## Work instructions
Bring together copies of the lines in the data below that contain the word "nodes".

## Data under study

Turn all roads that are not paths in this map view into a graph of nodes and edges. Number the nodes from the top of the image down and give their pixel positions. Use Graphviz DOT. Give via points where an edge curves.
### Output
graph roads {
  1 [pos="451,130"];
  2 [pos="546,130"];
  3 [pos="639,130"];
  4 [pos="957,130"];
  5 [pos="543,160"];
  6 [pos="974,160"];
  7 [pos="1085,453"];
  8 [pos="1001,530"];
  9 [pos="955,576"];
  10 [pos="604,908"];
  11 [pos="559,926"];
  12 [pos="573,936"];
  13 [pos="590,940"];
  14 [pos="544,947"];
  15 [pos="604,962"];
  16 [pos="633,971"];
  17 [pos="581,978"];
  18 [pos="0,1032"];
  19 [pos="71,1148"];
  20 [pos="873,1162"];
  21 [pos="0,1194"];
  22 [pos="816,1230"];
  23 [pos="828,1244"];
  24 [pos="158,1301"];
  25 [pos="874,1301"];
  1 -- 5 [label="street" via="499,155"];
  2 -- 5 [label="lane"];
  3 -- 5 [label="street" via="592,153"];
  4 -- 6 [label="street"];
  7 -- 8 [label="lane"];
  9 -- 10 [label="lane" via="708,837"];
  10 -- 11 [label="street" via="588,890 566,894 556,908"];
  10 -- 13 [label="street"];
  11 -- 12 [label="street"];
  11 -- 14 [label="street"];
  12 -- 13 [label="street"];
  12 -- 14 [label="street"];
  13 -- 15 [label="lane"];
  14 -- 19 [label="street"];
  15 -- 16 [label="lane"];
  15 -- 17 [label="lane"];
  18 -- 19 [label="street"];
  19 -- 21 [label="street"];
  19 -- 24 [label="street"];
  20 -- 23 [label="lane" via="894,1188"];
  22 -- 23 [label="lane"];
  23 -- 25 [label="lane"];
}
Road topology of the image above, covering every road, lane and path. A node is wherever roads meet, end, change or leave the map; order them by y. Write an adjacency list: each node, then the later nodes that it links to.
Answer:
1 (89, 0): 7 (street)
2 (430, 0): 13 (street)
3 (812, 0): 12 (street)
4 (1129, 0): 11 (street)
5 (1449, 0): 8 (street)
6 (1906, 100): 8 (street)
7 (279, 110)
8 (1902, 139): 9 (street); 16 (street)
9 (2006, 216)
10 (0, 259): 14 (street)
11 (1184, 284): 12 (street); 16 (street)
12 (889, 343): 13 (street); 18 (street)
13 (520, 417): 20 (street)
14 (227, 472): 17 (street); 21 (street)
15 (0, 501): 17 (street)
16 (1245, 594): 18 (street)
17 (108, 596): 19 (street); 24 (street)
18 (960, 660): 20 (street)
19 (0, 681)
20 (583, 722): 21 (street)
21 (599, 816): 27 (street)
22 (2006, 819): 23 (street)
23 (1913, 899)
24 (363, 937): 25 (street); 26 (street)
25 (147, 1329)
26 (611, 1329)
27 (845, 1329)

## Exercise output
Turn all roads that are not paths in this map view into a graph of nodes and edges. Number the nodes from the top of the image down and give their pixel positions. Use Graphviz DOT. Give via points where an edge curves.
Road topology of the image above, covering every road, lane and path. A node is wherever roads meet, end, change or leave the map; order them by y. Write an adjacency list: each node, then the later nodes that it links to.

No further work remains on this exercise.